» TASK PROMPT:
Reproduce all of the material, keeping each line intact.

=== RECORDED DATA ===

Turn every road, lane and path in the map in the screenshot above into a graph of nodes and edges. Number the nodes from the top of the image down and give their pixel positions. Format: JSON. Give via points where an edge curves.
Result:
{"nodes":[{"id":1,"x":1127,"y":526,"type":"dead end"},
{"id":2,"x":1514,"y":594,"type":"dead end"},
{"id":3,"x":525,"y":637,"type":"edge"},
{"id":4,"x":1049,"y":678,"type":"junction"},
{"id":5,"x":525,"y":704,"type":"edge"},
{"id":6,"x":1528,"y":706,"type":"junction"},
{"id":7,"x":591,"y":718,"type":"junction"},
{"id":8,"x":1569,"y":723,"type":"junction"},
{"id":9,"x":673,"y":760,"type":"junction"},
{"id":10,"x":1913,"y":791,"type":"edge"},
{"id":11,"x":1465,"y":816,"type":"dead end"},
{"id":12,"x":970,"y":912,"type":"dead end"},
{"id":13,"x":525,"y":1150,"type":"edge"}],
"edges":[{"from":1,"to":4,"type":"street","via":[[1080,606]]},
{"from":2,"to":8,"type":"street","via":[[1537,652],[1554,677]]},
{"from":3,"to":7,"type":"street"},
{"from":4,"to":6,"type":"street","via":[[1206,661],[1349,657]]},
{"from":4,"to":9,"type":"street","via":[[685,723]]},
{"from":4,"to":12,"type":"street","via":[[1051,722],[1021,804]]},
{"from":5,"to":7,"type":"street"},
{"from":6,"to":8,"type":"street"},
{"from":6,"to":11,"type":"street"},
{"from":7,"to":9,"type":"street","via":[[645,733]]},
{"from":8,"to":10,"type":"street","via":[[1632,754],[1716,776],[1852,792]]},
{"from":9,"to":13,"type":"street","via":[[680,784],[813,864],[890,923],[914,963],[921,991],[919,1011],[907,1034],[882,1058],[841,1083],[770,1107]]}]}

===

» WRITTEN SOLUTION:
Turn every road, lane and path in the map in the screenshot above into a graph of nodes and edges. Number the nodes from the top of the image down and give their pixel positions. Format: JSON. Give via points where an edge curves.
Result:
{"nodes":[{"id":1,"x":1127,"y":526,"type":"dead end"},
{"id":2,"x":1514,"y":594,"type":"dead end"},
{"id":3,"x":525,"y":637,"type":"edge"},
{"id":4,"x":1049,"y":678,"type":"junction"},
{"id":5,"x":525,"y":704,"type":"edge"},
{"id":6,"x":1528,"y":706,"type":"junction"},
{"id":7,"x":591,"y":718,"type":"junction"},
{"id":8,"x":1569,"y":723,"type":"junction"},
{"id":9,"x":673,"y":760,"type":"junction"},
{"id":10,"x":1913,"y":791,"type":"edge"},
{"id":11,"x":1465,"y":816,"type":"dead end"},
{"id":12,"x":970,"y":912,"type":"dead end"},
{"id":13,"x":525,"y":1150,"type":"edge"}],
"edges":[{"from":1,"to":4,"type":"street","via":[[1080,606]]},
{"from":2,"to":8,"type":"street","via":[[1537,652],[1554,677]]},
{"from":3,"to":7,"type":"street"},
{"from":4,"to":6,"type":"street","via":[[1206,661],[1349,657]]},
{"from":4,"to":9,"type":"street","via":[[685,723]]},
{"from":4,"to":12,"type":"street","via":[[1051,722],[1021,804]]},
{"from":5,"to":7,"type":"street"},
{"from":6,"to":8,"type":"street"},
{"from":6,"to":11,"type":"street"},
{"from":7,"to":9,"type":"street","via":[[645,733]]},
{"from":8,"to":10,"type":"street","via":[[1632,754],[1716,776],[1852,792]]},
{"from":9,"to":13,"type":"street","via":[[680,784],[813,864],[890,923],[914,963],[921,991],[919,1011],[907,1034],[882,1058],[841,1083],[770,1107]]}]}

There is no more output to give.